This all started with a love for Minister. This is a font designed by Carl Albert Fahrenwaldt in 1929. In the specimen booklet, there’s a scan from Linotype’s page many years ago. They no longer carry the font. I’ve gone quite a ways from the original. It was dark and a bit heavy. But I loved the look and the readability.
This came to a head when I started my first book on all-digital printing written from 1994-1995, and published early in 1996. I needed fonts to show the typography I was talking about. At that point oldstyle figures, true small caps, and discretionary ligatures were rare. More than that text fonts for book design had lining OR oldstyle figures, lowercase OR small caps—never both.

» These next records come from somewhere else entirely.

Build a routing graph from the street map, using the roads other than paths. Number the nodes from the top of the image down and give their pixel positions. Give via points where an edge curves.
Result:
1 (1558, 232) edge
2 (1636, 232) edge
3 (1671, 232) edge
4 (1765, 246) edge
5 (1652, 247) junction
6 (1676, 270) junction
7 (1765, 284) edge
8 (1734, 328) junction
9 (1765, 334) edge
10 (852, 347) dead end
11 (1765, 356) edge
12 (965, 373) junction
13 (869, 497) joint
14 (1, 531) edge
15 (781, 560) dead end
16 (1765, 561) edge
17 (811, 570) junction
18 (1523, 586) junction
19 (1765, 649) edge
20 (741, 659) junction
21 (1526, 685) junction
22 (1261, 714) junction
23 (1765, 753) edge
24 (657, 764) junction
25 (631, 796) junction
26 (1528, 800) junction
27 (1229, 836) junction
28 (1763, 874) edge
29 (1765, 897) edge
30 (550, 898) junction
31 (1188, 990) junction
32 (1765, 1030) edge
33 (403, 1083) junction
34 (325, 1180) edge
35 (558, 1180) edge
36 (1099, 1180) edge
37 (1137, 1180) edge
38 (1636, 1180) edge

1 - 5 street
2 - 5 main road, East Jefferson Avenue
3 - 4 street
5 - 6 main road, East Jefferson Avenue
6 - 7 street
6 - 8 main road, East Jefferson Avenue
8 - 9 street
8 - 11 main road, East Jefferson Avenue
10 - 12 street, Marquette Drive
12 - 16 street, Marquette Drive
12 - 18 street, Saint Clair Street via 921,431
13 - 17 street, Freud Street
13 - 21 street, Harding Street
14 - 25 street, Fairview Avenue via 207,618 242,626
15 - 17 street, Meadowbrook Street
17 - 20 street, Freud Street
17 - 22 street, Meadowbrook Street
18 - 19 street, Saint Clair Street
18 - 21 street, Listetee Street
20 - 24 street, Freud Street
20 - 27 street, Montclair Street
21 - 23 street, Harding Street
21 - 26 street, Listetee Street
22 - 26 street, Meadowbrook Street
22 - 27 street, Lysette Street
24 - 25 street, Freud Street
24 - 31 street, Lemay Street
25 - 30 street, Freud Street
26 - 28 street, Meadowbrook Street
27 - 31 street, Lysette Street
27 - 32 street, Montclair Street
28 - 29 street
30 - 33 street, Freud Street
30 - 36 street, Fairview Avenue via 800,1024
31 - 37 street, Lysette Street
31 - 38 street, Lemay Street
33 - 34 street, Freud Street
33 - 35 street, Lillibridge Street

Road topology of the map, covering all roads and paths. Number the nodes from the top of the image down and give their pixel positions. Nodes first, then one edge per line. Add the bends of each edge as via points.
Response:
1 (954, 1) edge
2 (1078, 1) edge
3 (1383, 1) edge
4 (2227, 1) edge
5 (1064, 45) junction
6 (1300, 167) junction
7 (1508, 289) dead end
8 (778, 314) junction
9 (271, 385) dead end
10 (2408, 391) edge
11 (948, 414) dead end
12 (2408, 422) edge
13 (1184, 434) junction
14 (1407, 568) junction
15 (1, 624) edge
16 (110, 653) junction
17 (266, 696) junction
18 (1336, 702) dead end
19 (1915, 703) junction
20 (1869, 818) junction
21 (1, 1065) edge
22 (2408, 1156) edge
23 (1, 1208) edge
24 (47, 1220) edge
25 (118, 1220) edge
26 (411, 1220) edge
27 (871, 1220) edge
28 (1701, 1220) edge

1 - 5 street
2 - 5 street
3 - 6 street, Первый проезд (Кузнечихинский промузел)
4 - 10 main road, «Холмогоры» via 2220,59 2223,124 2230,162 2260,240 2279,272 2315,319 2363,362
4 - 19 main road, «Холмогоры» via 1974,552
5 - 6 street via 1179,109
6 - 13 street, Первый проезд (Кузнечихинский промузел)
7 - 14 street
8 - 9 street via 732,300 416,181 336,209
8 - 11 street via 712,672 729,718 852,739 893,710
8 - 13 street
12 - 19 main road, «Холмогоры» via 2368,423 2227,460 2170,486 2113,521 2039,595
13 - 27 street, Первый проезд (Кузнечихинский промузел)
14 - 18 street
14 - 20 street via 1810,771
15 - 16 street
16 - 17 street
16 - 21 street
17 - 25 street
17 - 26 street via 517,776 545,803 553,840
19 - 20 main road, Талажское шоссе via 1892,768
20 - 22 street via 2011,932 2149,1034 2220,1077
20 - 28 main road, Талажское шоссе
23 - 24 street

So, I designed the Diaconia family using the Greek word for minister. It was fairly rough. I knew very little. I later redesigned and updated Diaconia into Bergsland Pro—released in 2004. It was still rough (though I impressed myself).
Now, with 4-font Biblia Serif family 13 years later, I’ve cleaned up, made the fonts more consistent internally, added more functional OpenType features, and brought the fonts into the 21st century. I used the 2017 set of features: small caps, small cap figures, oldstyle figures, fractions, lining figures, ligatures and discretionary ligatures. These are fonts designed for book production and work well for text or heads.
In 2006, I found myself needing a readable sans serif. So I went to Bergsland Pro, and eliminated the serifs. I named the font Brinar. I kept a flare in place for the serifs and cupped the ends. I was stunned. People loved it. It’s remained my bestseller until very recently.
So, at the end of last year I decided that Brinar really needed some help. The flares were basically random. The stem width and modulation variances all needed to be fixed. My old OpenType feature code was quite limited and clumsy.
So, I designed the 6-font Biblia family. I updated the fonts to the 2017 set of features: small caps, small cap figures, oldstyle figures, fractions, lining figures, ligatures and discretionary ligatures. These are fonts designed for book production and work well for text or heads.
My original plan was to simply update Brinar. But, the serif version was sitting there on my computer, with the same metrics. So, I redid Biblia Serif also. They work flawlessly together.